The drills come a week after North Korea said it had tested its most advanced intercontinental ballistic missile capable of reaching the United States as part of a weapons programme that it has conducted in defiance of international sanctions and condemnation.
Chinese Foreign Minister Wang Yi said it was "regrettable" that all parties had not "grasped the window of opportunity" presented by two months of relative calm before the North's most recent test.
China and Russia had proposed that the United States and South Korea stop major military exercises in exchange for North Korea halting its weapons programmes.
Beijing formally calls the idea the "dual suspension" proposal.
The annual US-South Korean drill, called Vigilant Ace, will run until Friday, with six F-22 Raptor stealth fighters to be deployed among the more than 230 aircraft taking part.
North Korea's Committee for the Peaceful Reunification of the Country called US President Donald Trump "insane" on Sunday and said the drills would "push the already acute situation on the Korean peninsula to the brink of nuclear war".
F-35 fighters will also join the drills, which will include the largest number of fifth generation fighters ever to have taken part, according to a South Korea-based US Air Force spokesman.
Around 12,000 US service members, including from the marines and navy, will join South Korean troops. Aircraft taking part will be flown from eight US and South Korean military installations.
South Korean media reports said B-1B Lancer bombers could join the exercise this week. The US Air Force spokesman could not confirm the reports.

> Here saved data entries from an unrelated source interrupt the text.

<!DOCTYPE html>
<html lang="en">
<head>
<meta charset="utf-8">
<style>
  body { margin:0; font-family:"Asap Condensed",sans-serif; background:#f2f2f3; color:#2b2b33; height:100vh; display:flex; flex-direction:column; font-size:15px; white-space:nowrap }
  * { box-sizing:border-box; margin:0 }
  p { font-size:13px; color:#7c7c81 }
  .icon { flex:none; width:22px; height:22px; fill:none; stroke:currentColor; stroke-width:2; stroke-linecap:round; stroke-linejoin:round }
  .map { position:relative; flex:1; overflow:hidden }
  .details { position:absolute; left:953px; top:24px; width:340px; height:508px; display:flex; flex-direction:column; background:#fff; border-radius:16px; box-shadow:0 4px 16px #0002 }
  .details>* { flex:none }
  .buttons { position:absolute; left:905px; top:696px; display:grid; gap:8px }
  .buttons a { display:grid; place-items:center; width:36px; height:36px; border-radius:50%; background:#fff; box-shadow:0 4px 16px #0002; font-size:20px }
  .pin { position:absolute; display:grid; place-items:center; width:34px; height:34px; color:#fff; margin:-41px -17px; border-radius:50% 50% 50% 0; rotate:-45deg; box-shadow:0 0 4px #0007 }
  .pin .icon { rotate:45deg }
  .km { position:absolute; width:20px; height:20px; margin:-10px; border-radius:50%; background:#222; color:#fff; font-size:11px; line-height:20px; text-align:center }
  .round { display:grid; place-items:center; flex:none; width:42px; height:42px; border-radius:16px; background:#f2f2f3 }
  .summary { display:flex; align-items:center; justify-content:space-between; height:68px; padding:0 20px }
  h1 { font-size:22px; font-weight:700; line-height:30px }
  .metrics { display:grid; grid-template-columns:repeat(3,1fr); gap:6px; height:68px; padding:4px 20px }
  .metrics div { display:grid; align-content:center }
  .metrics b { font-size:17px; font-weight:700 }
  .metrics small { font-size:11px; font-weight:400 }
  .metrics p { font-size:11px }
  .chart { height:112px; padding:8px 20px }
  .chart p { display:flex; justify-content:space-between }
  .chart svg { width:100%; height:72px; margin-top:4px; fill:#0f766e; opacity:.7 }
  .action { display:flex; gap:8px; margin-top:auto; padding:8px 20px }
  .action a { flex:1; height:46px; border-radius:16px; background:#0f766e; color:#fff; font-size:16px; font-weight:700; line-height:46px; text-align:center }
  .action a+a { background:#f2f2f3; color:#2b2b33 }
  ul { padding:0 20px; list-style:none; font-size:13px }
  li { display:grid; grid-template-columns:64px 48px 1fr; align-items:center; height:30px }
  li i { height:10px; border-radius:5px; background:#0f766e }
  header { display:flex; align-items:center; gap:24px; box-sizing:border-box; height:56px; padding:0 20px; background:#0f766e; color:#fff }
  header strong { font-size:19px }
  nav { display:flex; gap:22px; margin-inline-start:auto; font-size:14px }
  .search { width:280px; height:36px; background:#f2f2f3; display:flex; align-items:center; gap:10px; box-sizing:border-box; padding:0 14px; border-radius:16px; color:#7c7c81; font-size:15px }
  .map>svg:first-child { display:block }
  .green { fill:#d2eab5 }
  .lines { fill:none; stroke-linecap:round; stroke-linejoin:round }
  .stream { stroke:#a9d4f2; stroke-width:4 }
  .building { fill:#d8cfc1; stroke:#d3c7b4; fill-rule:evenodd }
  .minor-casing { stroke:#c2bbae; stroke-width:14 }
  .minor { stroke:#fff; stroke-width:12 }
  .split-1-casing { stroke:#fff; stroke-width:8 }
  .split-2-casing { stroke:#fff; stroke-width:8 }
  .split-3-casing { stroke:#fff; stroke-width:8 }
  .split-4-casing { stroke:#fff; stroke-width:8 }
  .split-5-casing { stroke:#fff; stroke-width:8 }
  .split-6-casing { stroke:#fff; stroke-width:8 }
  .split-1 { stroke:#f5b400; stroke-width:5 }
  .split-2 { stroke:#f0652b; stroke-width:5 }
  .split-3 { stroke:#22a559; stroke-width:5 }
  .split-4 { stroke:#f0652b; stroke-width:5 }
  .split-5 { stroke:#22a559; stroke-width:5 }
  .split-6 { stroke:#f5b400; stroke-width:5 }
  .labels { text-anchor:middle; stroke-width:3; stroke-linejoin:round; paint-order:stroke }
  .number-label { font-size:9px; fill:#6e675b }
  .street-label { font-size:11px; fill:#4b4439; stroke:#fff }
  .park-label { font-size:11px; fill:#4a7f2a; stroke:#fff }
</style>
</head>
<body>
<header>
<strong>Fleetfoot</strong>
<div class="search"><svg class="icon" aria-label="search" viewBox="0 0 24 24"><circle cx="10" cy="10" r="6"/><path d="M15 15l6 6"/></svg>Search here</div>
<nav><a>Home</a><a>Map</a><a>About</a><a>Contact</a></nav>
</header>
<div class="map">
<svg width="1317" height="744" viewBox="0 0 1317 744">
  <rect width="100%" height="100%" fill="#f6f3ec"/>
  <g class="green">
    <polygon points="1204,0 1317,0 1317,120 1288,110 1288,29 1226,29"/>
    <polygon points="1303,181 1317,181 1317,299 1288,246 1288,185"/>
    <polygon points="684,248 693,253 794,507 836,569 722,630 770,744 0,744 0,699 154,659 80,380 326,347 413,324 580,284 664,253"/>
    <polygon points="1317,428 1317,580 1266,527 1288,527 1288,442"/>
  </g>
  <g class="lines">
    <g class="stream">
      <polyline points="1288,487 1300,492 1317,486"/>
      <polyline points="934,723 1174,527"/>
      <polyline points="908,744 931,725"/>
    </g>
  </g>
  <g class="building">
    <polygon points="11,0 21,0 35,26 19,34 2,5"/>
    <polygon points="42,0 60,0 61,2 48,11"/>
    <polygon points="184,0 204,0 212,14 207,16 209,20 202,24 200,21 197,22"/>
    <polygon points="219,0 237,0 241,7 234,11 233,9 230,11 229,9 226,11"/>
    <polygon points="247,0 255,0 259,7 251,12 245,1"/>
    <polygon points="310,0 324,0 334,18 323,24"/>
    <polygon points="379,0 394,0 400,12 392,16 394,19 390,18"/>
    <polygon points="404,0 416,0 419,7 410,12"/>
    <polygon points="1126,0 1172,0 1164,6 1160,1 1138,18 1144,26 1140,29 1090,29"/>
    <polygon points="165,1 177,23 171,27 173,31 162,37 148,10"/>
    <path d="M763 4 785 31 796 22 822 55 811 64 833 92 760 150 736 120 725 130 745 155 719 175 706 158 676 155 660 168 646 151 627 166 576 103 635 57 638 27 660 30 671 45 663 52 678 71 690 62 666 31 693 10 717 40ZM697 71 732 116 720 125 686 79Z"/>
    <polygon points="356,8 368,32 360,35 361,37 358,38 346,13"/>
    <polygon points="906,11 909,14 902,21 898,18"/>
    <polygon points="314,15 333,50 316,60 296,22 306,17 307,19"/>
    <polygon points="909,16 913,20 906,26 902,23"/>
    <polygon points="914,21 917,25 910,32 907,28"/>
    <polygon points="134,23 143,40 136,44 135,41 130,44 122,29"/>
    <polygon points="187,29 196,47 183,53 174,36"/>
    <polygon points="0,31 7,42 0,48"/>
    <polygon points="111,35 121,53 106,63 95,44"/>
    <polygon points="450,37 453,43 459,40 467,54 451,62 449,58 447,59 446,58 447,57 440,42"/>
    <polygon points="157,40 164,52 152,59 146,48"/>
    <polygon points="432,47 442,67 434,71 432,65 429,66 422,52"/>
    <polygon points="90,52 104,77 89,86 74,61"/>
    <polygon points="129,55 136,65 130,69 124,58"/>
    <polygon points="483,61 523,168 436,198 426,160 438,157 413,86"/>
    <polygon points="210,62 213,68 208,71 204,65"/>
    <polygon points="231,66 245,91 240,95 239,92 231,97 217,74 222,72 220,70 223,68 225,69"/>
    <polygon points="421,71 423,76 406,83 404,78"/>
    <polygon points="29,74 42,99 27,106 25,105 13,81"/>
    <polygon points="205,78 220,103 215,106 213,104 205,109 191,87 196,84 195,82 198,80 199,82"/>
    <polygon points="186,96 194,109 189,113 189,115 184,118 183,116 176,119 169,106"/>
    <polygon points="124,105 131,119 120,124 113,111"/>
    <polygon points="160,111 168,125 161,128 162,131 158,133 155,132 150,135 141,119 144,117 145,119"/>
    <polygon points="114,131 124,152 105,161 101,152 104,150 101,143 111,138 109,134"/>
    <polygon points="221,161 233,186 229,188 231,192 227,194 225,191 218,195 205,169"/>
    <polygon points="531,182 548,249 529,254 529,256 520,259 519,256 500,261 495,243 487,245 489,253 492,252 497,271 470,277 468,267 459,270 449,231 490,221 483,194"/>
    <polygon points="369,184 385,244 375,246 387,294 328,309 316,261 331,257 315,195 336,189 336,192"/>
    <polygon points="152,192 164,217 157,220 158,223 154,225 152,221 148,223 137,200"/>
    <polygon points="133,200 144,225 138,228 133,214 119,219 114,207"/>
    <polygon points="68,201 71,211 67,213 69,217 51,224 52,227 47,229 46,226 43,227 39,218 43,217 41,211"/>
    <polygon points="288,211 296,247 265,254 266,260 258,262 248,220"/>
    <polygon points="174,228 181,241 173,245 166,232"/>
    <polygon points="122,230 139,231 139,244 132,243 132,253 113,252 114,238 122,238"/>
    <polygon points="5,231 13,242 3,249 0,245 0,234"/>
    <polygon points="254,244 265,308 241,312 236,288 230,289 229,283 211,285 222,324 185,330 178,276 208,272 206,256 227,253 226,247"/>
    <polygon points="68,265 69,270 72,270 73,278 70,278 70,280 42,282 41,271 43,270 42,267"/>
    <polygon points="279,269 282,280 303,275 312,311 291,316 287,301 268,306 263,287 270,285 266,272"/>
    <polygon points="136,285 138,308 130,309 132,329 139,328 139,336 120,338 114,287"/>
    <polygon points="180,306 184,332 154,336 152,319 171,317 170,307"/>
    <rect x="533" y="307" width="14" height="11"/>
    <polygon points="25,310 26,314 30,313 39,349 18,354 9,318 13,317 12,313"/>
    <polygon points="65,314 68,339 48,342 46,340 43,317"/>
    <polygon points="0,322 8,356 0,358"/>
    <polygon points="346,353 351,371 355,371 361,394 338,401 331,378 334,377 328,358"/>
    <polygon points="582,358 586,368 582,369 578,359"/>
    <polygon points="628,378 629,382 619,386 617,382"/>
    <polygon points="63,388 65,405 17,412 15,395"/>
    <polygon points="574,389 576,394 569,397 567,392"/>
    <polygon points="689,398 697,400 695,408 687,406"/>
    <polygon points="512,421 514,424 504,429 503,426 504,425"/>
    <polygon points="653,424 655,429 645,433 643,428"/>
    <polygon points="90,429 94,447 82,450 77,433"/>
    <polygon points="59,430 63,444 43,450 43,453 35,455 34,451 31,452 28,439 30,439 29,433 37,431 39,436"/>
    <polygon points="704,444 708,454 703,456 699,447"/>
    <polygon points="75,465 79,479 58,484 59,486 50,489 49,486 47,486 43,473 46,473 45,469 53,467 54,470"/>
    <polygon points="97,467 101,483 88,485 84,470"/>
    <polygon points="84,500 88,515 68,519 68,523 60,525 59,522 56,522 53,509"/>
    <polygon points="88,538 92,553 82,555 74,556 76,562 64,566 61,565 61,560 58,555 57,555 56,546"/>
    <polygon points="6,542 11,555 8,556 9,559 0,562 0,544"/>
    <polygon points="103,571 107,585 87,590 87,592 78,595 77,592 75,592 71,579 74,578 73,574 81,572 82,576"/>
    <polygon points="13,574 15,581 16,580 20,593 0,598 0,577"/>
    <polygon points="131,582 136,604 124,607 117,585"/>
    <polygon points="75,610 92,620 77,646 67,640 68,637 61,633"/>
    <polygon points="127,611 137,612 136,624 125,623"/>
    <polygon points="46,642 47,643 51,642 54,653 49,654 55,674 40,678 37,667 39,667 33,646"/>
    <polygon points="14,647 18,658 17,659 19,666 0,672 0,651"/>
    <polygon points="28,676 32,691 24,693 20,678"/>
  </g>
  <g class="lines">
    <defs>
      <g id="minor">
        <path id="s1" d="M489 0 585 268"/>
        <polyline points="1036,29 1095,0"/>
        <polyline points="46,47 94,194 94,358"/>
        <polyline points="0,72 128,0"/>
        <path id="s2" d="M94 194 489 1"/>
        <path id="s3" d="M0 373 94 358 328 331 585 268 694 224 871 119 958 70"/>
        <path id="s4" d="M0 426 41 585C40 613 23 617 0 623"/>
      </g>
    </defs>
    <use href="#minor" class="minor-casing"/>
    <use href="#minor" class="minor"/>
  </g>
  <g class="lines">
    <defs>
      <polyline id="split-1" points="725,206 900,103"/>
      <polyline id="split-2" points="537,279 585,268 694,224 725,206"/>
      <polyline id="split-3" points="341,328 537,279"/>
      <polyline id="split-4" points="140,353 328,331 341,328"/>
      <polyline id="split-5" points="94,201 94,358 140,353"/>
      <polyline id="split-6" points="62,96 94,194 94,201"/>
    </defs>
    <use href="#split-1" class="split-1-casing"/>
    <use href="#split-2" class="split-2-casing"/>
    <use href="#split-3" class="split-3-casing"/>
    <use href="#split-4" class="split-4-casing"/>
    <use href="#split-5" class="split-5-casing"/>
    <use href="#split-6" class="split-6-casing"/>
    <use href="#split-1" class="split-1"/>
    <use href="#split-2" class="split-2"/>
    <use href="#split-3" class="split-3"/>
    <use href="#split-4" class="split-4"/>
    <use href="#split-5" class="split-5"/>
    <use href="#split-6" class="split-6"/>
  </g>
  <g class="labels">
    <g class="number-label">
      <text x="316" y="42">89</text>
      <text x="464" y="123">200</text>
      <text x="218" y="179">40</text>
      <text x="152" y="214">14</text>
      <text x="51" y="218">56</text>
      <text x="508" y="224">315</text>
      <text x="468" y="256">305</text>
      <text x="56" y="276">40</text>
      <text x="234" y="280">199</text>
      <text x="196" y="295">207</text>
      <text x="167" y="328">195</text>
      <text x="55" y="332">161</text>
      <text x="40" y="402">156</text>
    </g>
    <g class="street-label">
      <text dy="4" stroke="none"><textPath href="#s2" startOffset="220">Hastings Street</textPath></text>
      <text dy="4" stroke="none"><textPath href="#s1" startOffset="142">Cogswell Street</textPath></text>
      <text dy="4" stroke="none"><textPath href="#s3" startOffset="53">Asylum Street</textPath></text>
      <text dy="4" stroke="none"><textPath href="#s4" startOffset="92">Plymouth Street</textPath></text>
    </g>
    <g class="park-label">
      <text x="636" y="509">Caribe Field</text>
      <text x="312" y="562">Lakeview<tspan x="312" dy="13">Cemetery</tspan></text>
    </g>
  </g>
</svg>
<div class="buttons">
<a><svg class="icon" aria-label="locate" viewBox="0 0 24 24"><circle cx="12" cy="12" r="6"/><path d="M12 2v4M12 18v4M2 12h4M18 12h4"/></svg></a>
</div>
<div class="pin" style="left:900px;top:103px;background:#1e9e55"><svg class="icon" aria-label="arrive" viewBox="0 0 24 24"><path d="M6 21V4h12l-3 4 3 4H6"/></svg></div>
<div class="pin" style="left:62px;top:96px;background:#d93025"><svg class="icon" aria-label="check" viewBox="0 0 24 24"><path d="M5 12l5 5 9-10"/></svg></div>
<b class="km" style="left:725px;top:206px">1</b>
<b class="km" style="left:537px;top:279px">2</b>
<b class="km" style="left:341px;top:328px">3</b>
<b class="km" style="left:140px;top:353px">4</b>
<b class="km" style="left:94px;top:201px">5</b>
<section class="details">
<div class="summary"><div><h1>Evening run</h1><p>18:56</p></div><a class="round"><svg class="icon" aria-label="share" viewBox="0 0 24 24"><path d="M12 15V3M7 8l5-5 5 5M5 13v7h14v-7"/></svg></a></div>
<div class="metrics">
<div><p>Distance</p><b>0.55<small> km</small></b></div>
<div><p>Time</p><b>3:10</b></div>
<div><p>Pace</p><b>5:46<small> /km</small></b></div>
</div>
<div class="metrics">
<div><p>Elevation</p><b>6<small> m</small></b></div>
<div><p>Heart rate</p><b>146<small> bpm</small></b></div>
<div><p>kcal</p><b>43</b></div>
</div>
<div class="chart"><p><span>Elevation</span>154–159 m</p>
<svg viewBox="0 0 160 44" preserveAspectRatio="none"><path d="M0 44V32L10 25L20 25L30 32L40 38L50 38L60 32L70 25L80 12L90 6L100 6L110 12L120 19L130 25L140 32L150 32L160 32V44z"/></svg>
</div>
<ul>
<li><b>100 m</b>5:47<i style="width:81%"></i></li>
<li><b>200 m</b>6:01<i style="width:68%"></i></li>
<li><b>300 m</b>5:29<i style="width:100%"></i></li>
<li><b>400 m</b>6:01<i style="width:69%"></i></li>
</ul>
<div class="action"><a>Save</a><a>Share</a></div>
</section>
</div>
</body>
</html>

Mr Trump said last week that additional major sanctions would be imposed on North Korea after Pyongyang's missile test.
Earlier last month, Mr Trump put North Korea back on a list of state sponsors of terrorism, a designation that allows the US to impose more sanctions.
Russia has accused the United States of trying to provoke North Korean leader Kim Jong-un into "flying off the handle" over his missile programme to hand Washington a pretext to destroy his country.
Speaking at a news briefing in Beijing, Mr Wang said China consistently opposed any behaviour that elevated tensions.
"Measures that don't abide by or are outside the UN Security Council resolutions lack basis in international law and damage the rights of United Nations members," he said when asked about the prospect of further US sanctions against North Korea.
China's Air Force said yesterday that its surveillance aircraft had in recent days conducted drills in the Yellow Sea and East China Sea to "improve combat-readiness and safeguard the country's strategic interests".
Meanwhile, three commercial airline crews reported seeing the intercontinental ballistic missile fired by North Korea last week, it was revealed yesterday.
Two Korean Air pilots and staff on a Cathay Pacific flight all reported seeing a flash of light on November 29, the day of the missile launch. They are believed to have seen the missile blowing up or falling apart. It remains unclear how close the explosion was to the flights.
However, it has raised concerns about whether airlines should consider changing routes to better protect customers, given escalating tensions on the Korean peninsula.
Senior US political figures have warned that time is running out to solve the impasse and suggested evacuating the wives and children of US soldiers in South Korea.